- _TASK REQUIREMENTS_
No pictures, please. Output the lines from the start of the data through the line that contains "Turn all roads", both included, exactly as they stand.

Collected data
-=-=-=-=-

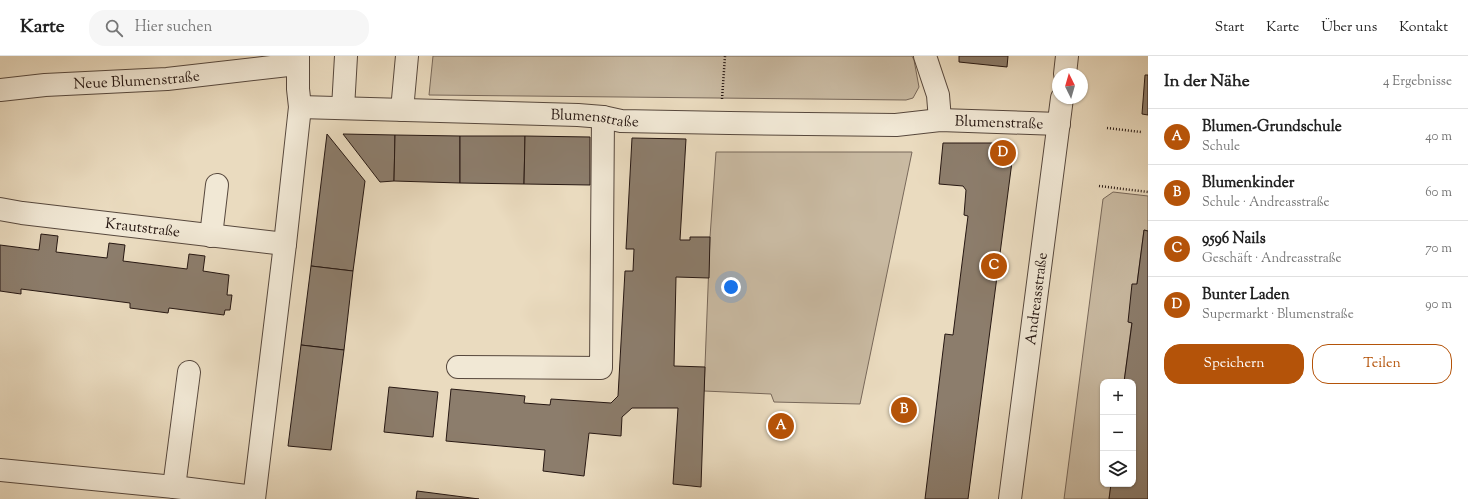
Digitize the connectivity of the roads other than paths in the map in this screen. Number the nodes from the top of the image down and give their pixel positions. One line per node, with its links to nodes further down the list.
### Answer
1 (346, 56): 10 (street)
2 (407, 56): 11 (street)
3 (925, 56): 13 (street, Blumenstraße)
4 (1067, 56): 6 (street)
5 (297, 60): 7 (street, Neue Blumenstraße); 9 (street)
6 (1066, 68)
7 (0, 90)
8 (1061, 104): 14 (street, Andreasstraße)
9 (300, 107): 10 (street, Blumenstraße); 18 (street)
10 (343, 108): 11 (street, Blumenstraße)
11 (402, 110): 12 (street, Blumenstraße)
12 (603, 117): 13 (street, Blumenstraße); 19 (street)
13 (940, 120): 14 (street, Blumenstraße)
14 (1059, 124): 24 (street, Andreasstraße)
15 (217, 186): 17 (street)
16 (0, 209): 17 (street, Krautstraße)
17 (211, 236): 18 (street, Krautstraße)
18 (286, 244): 23 (street)
19 (458, 367)
20 (188, 372): 22 (street)
21 (0, 470): 22 (street)
22 (174, 487): 23 (street)
23 (254, 498)
24 (1010, 499)

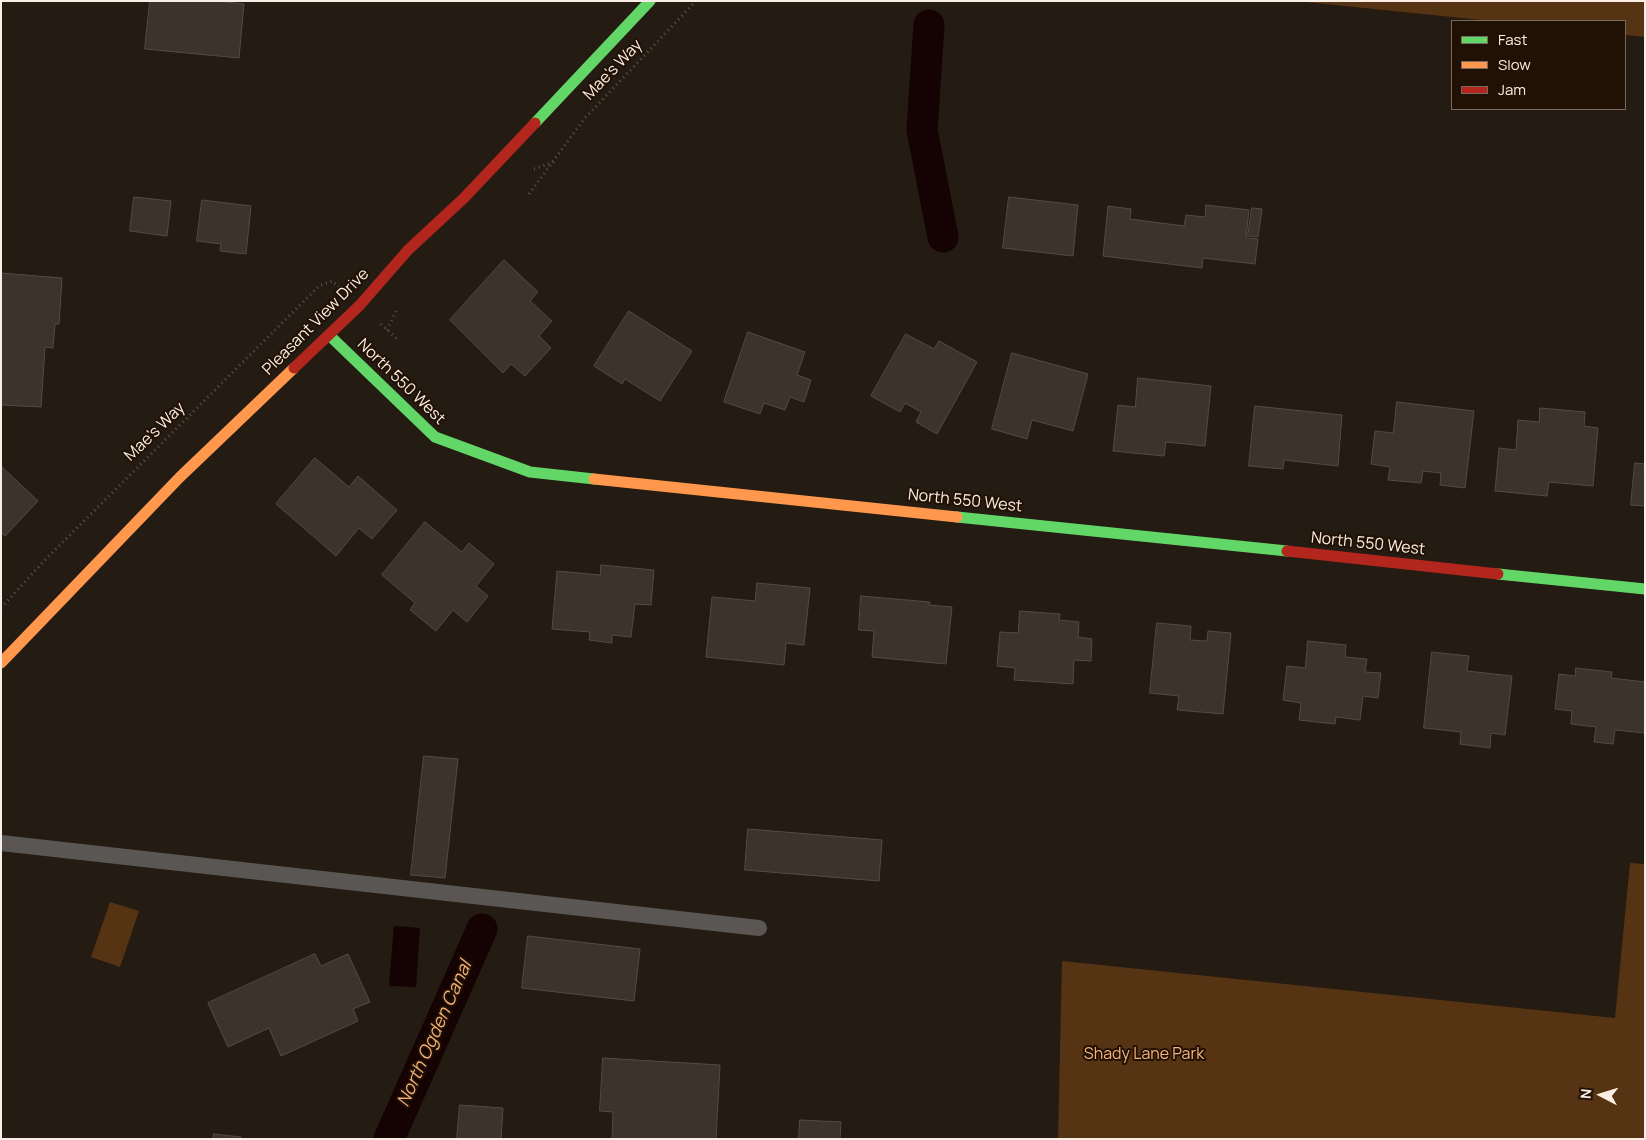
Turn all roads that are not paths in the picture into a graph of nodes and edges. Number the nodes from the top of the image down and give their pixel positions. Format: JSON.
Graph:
{"nodes":[{"id":1,"x":650,"y":1,"type":"edge"},
{"id":2,"x":329,"y":335,"type":"junction"},
{"id":3,"x":1645,"y":589,"type":"edge"},
{"id":4,"x":1,"y":663,"type":"edge"},
{"id":5,"x":1,"y":843,"type":"edge"},
{"id":6,"x":759,"y":928,"type":"dead end"}],
"edges":[{"from":1,"to":2,"type":"street","name":"Pleasant View Drive"},
{"from":2,"to":3,"type":"street","name":"North 550 West"},
{"from":2,"to":4,"type":"street","name":"Pleasant View Drive"},
{"from":5,"to":6,"type":"lane"}]}
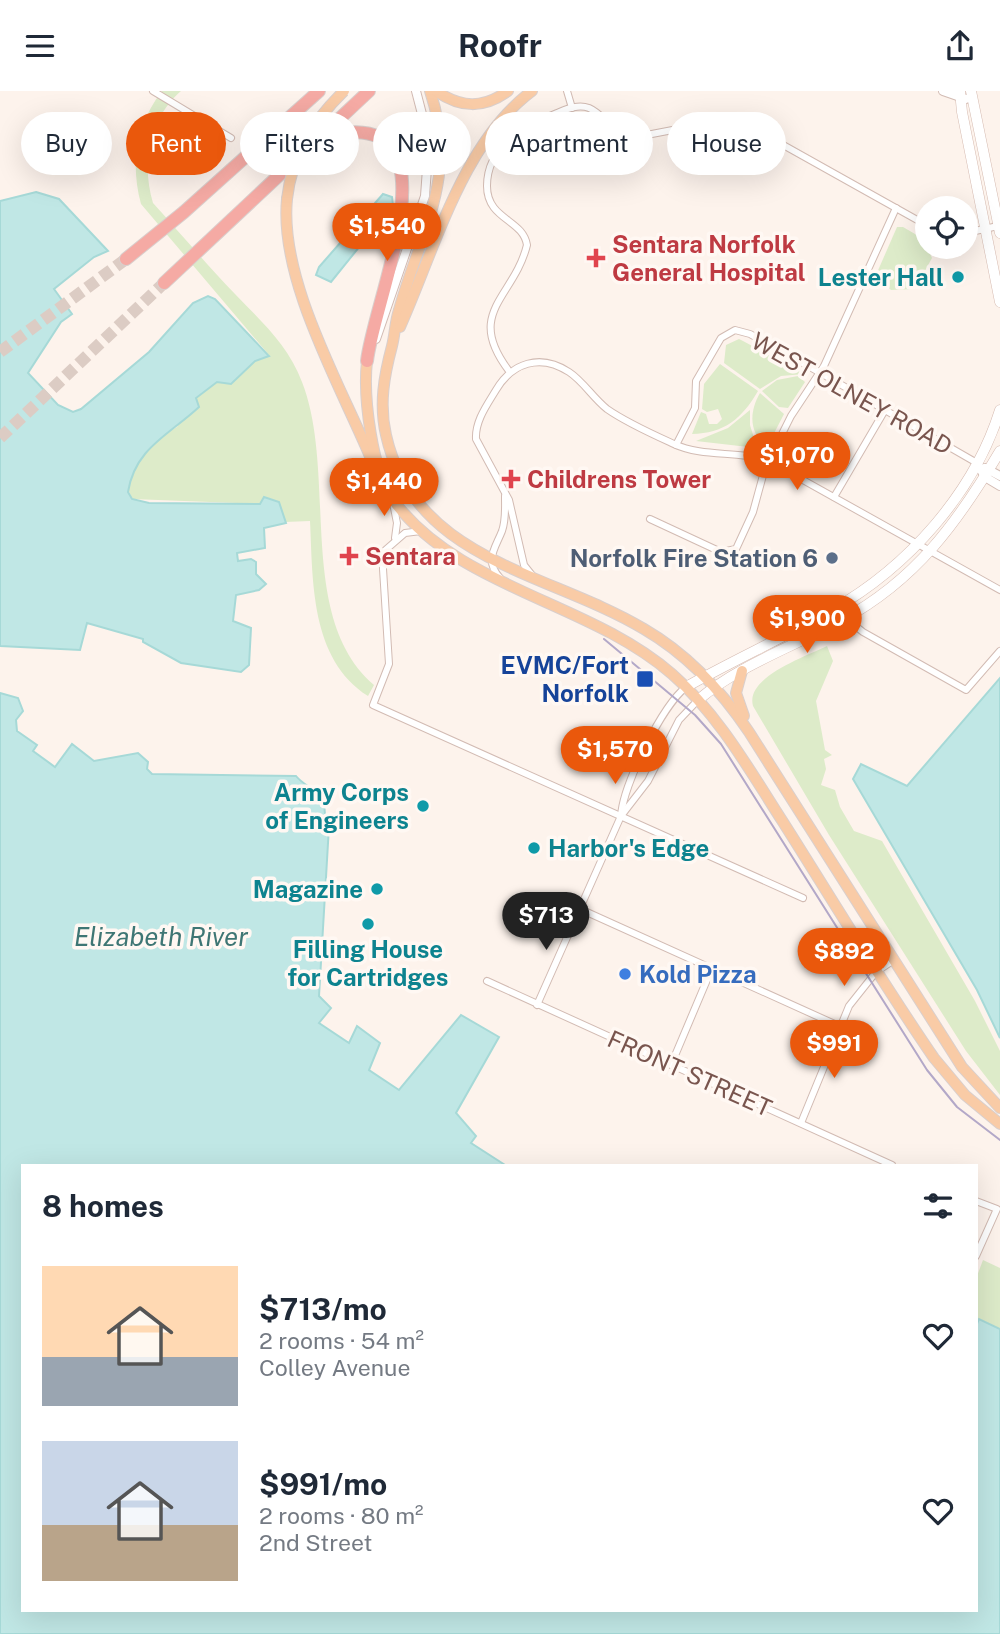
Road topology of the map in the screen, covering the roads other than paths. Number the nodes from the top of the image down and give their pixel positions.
1 (153, 91) edge
2 (309, 91) edge
3 (320, 91) edge
4 (344, 91) edge
5 (369, 91) edge
6 (416, 91) edge
7 (430, 91) edge
8 (436, 91) edge
9 (508, 91) edge
10 (532, 91) edge
11 (567, 91) edge
12 (943, 91) edge
13 (960, 94) edge
14 (971, 96) edge
15 (572, 108) junction
16 (289, 112) edge
17 (296, 112) edge
18 (346, 112) edge
19 (594, 112) edge
20 (359, 132) edge
21 (653, 134) edge
22 (231, 138) dead end
23 (240, 160) edge
24 (279, 175) edge
25 (896, 208) junction
26 (915, 219) edge
27 (985, 229) junction
28 (978, 230) edge
29 (999, 230) edge
30 (126, 259) tunnel mouth
31 (164, 283) tunnel mouth
32 (1000, 302) edge
33 (393, 342) junction
34 (367, 361) junction
35 (509, 371) junction
36 (819, 372) junction
37 (1000, 409) edge
38 (885, 410) junction
39 (676, 446) junction
40 (1000, 451) edge
41 (769, 461) junction
42 (976, 463) junction
43 (987, 473) junction
44 (1000, 476) edge
45 (1000, 486) edge
46 (506, 494) junction
47 (391, 497) junction
48 (834, 497) junction
49 (650, 519) dead end
50 (421, 531) junction
51 (395, 538) junction
52 (917, 544) junction
53 (932, 552) junction
54 (491, 558) junction
55 (533, 577) junction
56 (501, 580) junction
57 (1000, 590) edge
58 (834, 609) junction
59 (845, 619) junction
60 (1000, 651) edge
61 (742, 671) junction
62 (705, 676) junction
63 (715, 686) junction
64 (686, 687) junction
65 (698, 700) junction
66 (763, 753) junction
67 (621, 816) junction
68 (803, 898) dead end
69 (580, 909) junction
70 (894, 960) junction
71 (712, 968) junction
72 (877, 970) junction
73 (487, 981) dead end
74 (537, 1005) junction
75 (839, 1026) junction
76 (671, 1065) junction
77 (1000, 1108) edge
78 (996, 1121) edge
79 (800, 1123) junction
80 (890, 1164) edge
81 (978, 1202) edge
82 (978, 1252) edge

1 - 22 street
2 - 16 highway
3 - 17 highway
4 - 47 main road, bridge
5 - 18 highway
6 - 34 street
7 - 33 main road
8 - 9 main road
10 - 33 main road
11 - 15 street
12 - 13 street
13 - 14 street
13 - 27 main road
14 - 29 main road
15 - 19 street
15 - 35 street
20 - 34 highway
21 - 25 street
23 - 30 highway
24 - 31 highway
25 - 26 street
25 - 36 street
27 - 28 street
27 - 29 street
27 - 32 main road
33 - 54 main road
34 - 47 main road
35 - 39 street
35 - 46 street
36 - 38 street, WEST OLNEY ROAD
36 - 39 street, WEST OLNEY ROAD
36 - 41 street
37 - 42 main road
38 - 42 street, WEST OLNEY ROAD
38 - 48 street
39 - 41 street
40 - 43 main road
41 - 48 street
41 - 49 street
42 - 43 street, WEST OLNEY ROAD
42 - 52 main road
43 - 44 street, WEST OLNEY ROAD
43 - 45 street, WEST OLNEY ROAD
43 - 53 main road
46 - 54 street
46 - 55 street
47 - 50 main road
47 - 51 street
48 - 52 street
50 - 51 street
50 - 56 main road
51 - 67 street
52 - 53 street
52 - 58 main road
53 - 57 street
53 - 59 main road
54 - 55 main road
54 - 56 street
55 - 62 main road
56 - 64 main road
58 - 59 street
58 - 62 main road
59 - 60 street
59 - 61 main road
61 - 63 main road
61 - 66 main road
62 - 63 main road
62 - 64 main road
63 - 65 main road
63 - 66 main road
64 - 65 main road
64 - 67 street
65 - 67 street
65 - 72 main road
66 - 70 main road
67 - 68 street
67 - 69 street
69 - 71 street
69 - 74 street
70 - 72 street
70 - 77 main road
71 - 75 street
71 - 76 street
72 - 75 street
72 - 78 main road
73 - 74 street, FRONT STREET
74 - 76 street, FRONT STREET
75 - 79 street
76 - 79 street, FRONT STREET
79 - 80 street, FRONT STREET
81 - 82 street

-=-=-=-=-

- _TASK RESULT_
Digitize the connectivity of the roads other than paths in the map in this screen. Number the nodes from the top of the image down and give their pixel positions. One line per node, with its links to nodes further down the list.
### Answer
1 (346, 56): 10 (street)
2 (407, 56): 11 (street)
3 (925, 56): 13 (street, Blumenstraße)
4 (1067, 56): 6 (street)
5 (297, 60): 7 (street, Neue Blumenstraße); 9 (street)
6 (1066, 68)
7 (0, 90)
8 (1061, 104): 14 (street, Andreasstraße)
9 (300, 107): 10 (street, Blumenstraße); 18 (street)
10 (343, 108): 11 (street, Blumenstraße)
11 (402, 110): 12 (street, Blumenstraße)
12 (603, 117): 13 (street, Blumenstraße); 19 (street)
13 (940, 120): 14 (street, Blumenstraße)
14 (1059, 124): 24 (street, Andreasstraße)
15 (217, 186): 17 (street)
16 (0, 209): 17 (street, Krautstraße)
17 (211, 236): 18 (street, Krautstraße)
18 (286, 244): 23 (street)
19 (458, 367)
20 (188, 372): 22 (street)
21 (0, 470): 22 (street)
22 (174, 487): 23 (street)
23 (254, 498)
24 (1010, 499)

Turn all roads that are not paths in the picture into a graph of nodes and edges. Number the nodes from the top of the image down and give their pixel positions. Format: JSON.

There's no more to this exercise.